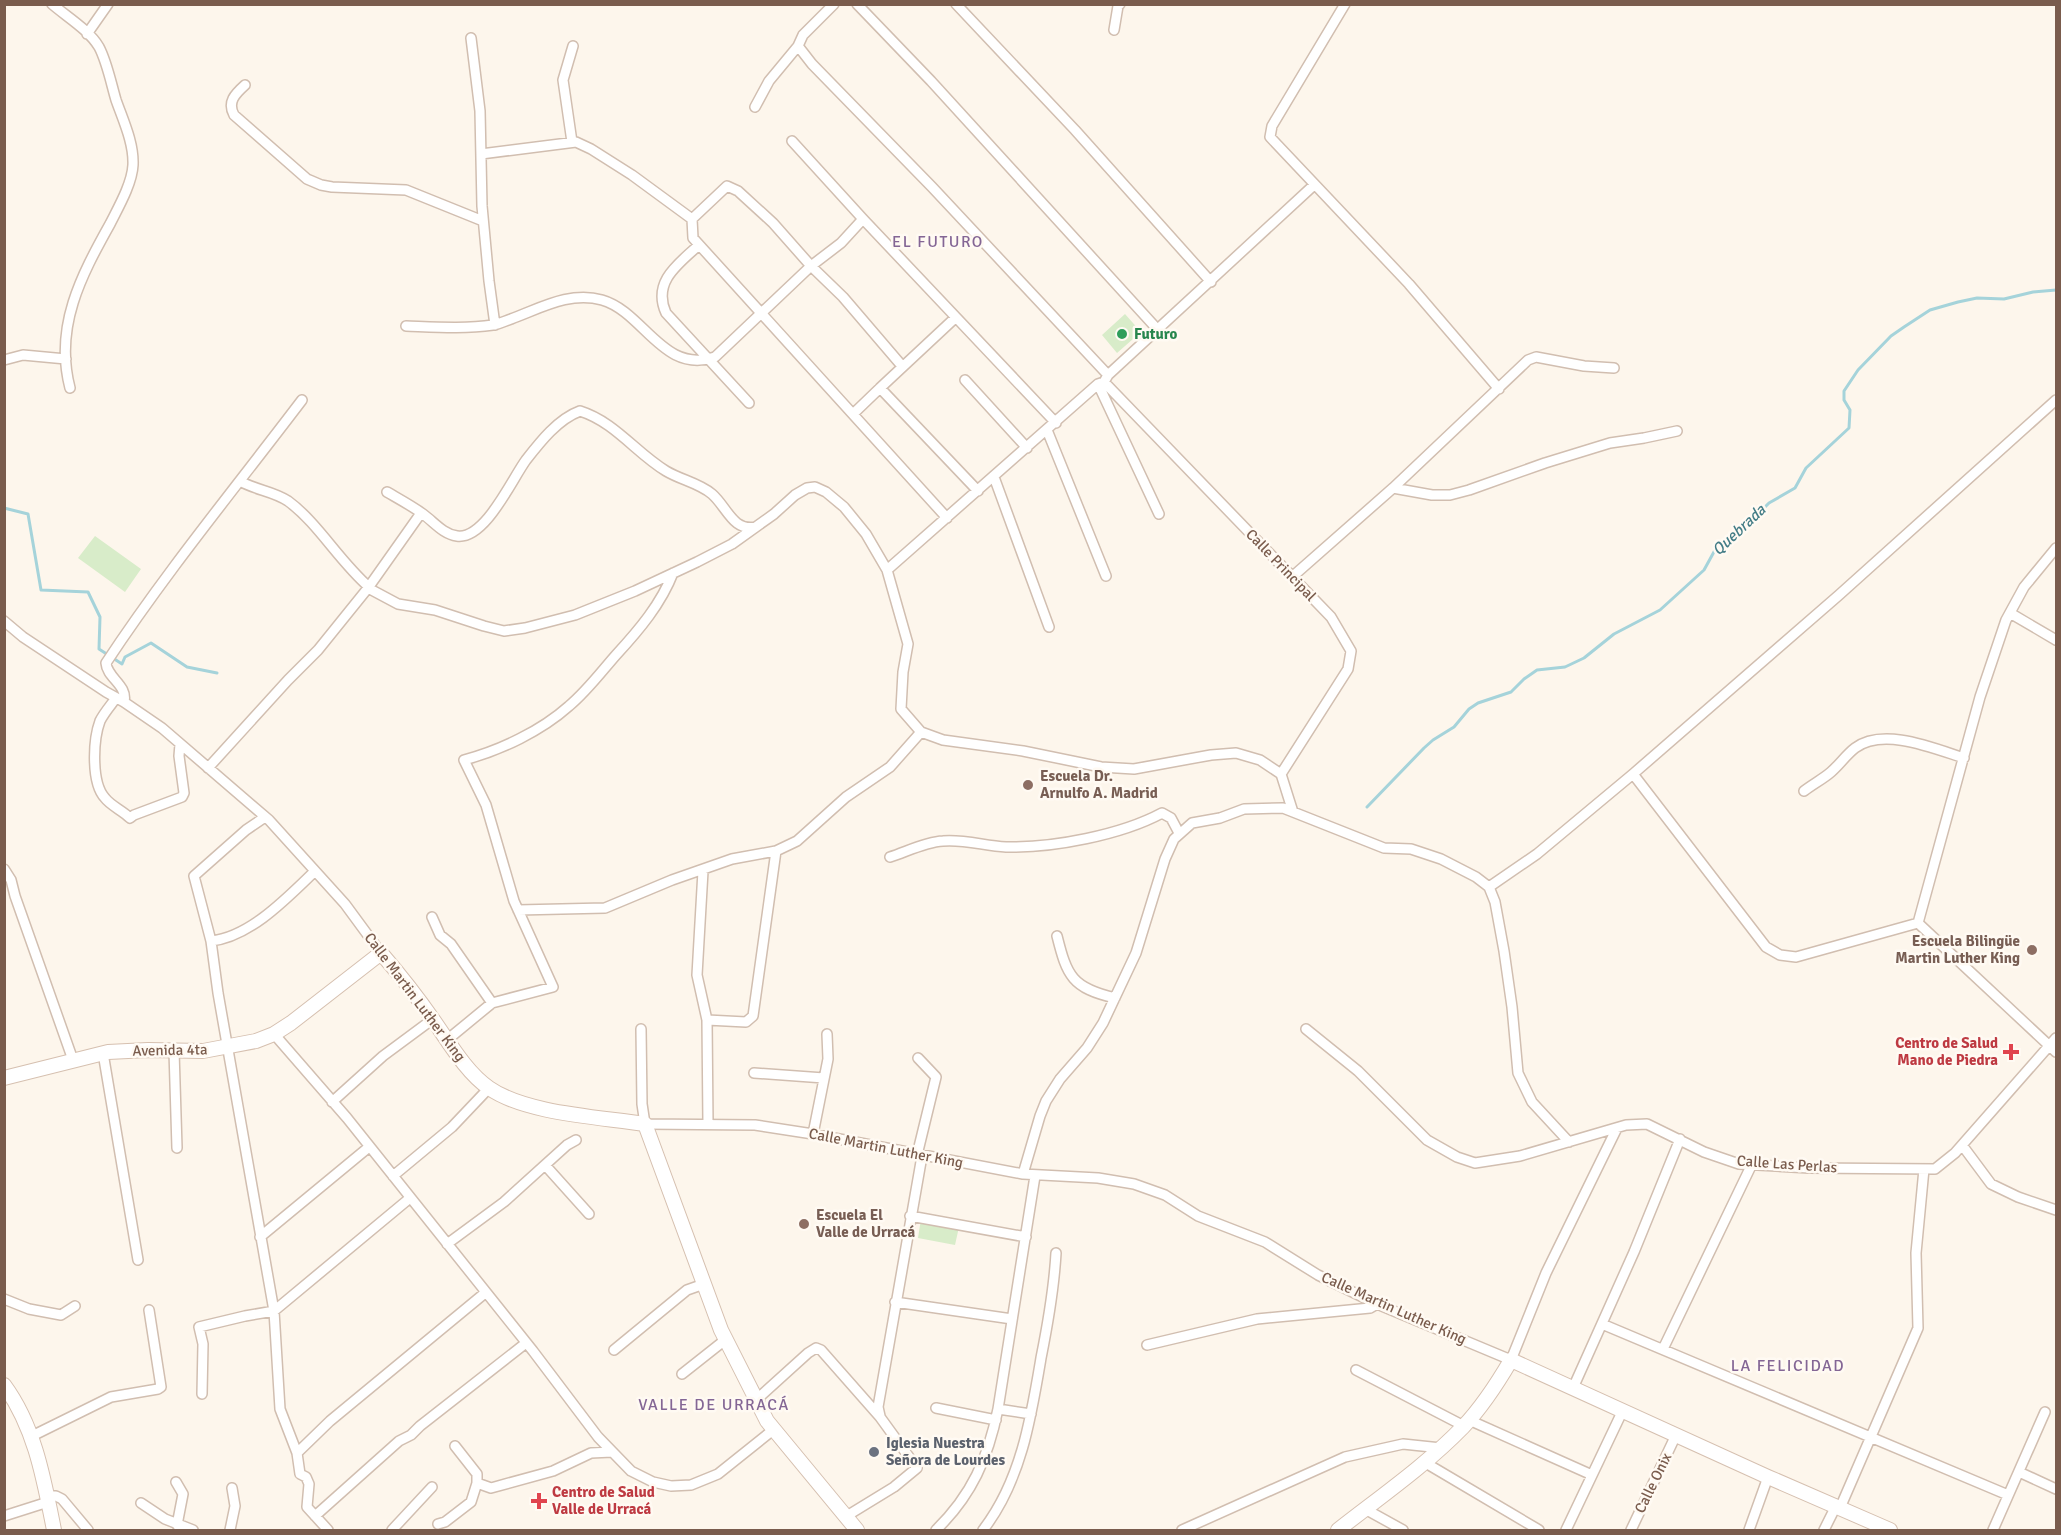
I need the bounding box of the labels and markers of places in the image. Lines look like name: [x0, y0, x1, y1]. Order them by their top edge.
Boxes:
place label: Futuro: [1134, 325, 1177, 343]
marker: Futuro: [1115, 327, 1129, 341]
place label: Escuela Dr. Arnulfo A. Madrid: [1040, 767, 1158, 802]
marker: Escuela Dr. Arnulfo A. Madrid: [1021, 778, 1035, 792]
place label: Escuela Bilingüe Martin Luther King: [1895, 932, 2020, 967]
marker: Escuela Bilingüe Martin Luther King: [2025, 943, 2039, 957]
place label: Centro de Salud Mano de Piedra: [1895, 1034, 1998, 1069]
marker: Centro de Salud Mano de Piedra: [2002, 1043, 2020, 1061]
place label: Escuela El Valle de Urracá: [816, 1206, 916, 1241]
marker: Escuela El Valle de Urracá: [797, 1217, 811, 1231]
place label: Iglesia Nuestra Señora de Lourdes: [886, 1434, 1006, 1469]
marker: Iglesia Nuestra Señora de Lourdes: [867, 1445, 881, 1459]
place label: Centro de Salud Valle de Urracá: [552, 1483, 655, 1518]
marker: Centro de Salud Valle de Urracá: [530, 1492, 548, 1510]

The problem
Every entry in the listing is to be duplicated precisely, except for its pictures.

Output
I need the bounding box of the labels and markers of places in the image. Lines look like name: [x0, y0, x1, y1]. Order them by their top edge.
Boxes:
place label: Futuro: [1134, 325, 1177, 343]
marker: Futuro: [1115, 327, 1129, 341]
place label: Escuela Dr. Arnulfo A. Madrid: [1040, 767, 1158, 802]
marker: Escuela Dr. Arnulfo A. Madrid: [1021, 778, 1035, 792]
place label: Escuela Bilingüe Martin Luther King: [1895, 932, 2020, 967]
marker: Escuela Bilingüe Martin Luther King: [2025, 943, 2039, 957]
place label: Centro de Salud Mano de Piedra: [1895, 1034, 1998, 1069]
marker: Centro de Salud Mano de Piedra: [2002, 1043, 2020, 1061]
place label: Escuela El Valle de Urracá: [816, 1206, 916, 1241]
marker: Escuela El Valle de Urracá: [797, 1217, 811, 1231]
place label: Iglesia Nuestra Señora de Lourdes: [886, 1434, 1006, 1469]
marker: Iglesia Nuestra Señora de Lourdes: [867, 1445, 881, 1459]
place label: Centro de Salud Valle de Urracá: [552, 1483, 655, 1518]
marker: Centro de Salud Valle de Urracá: [530, 1492, 548, 1510]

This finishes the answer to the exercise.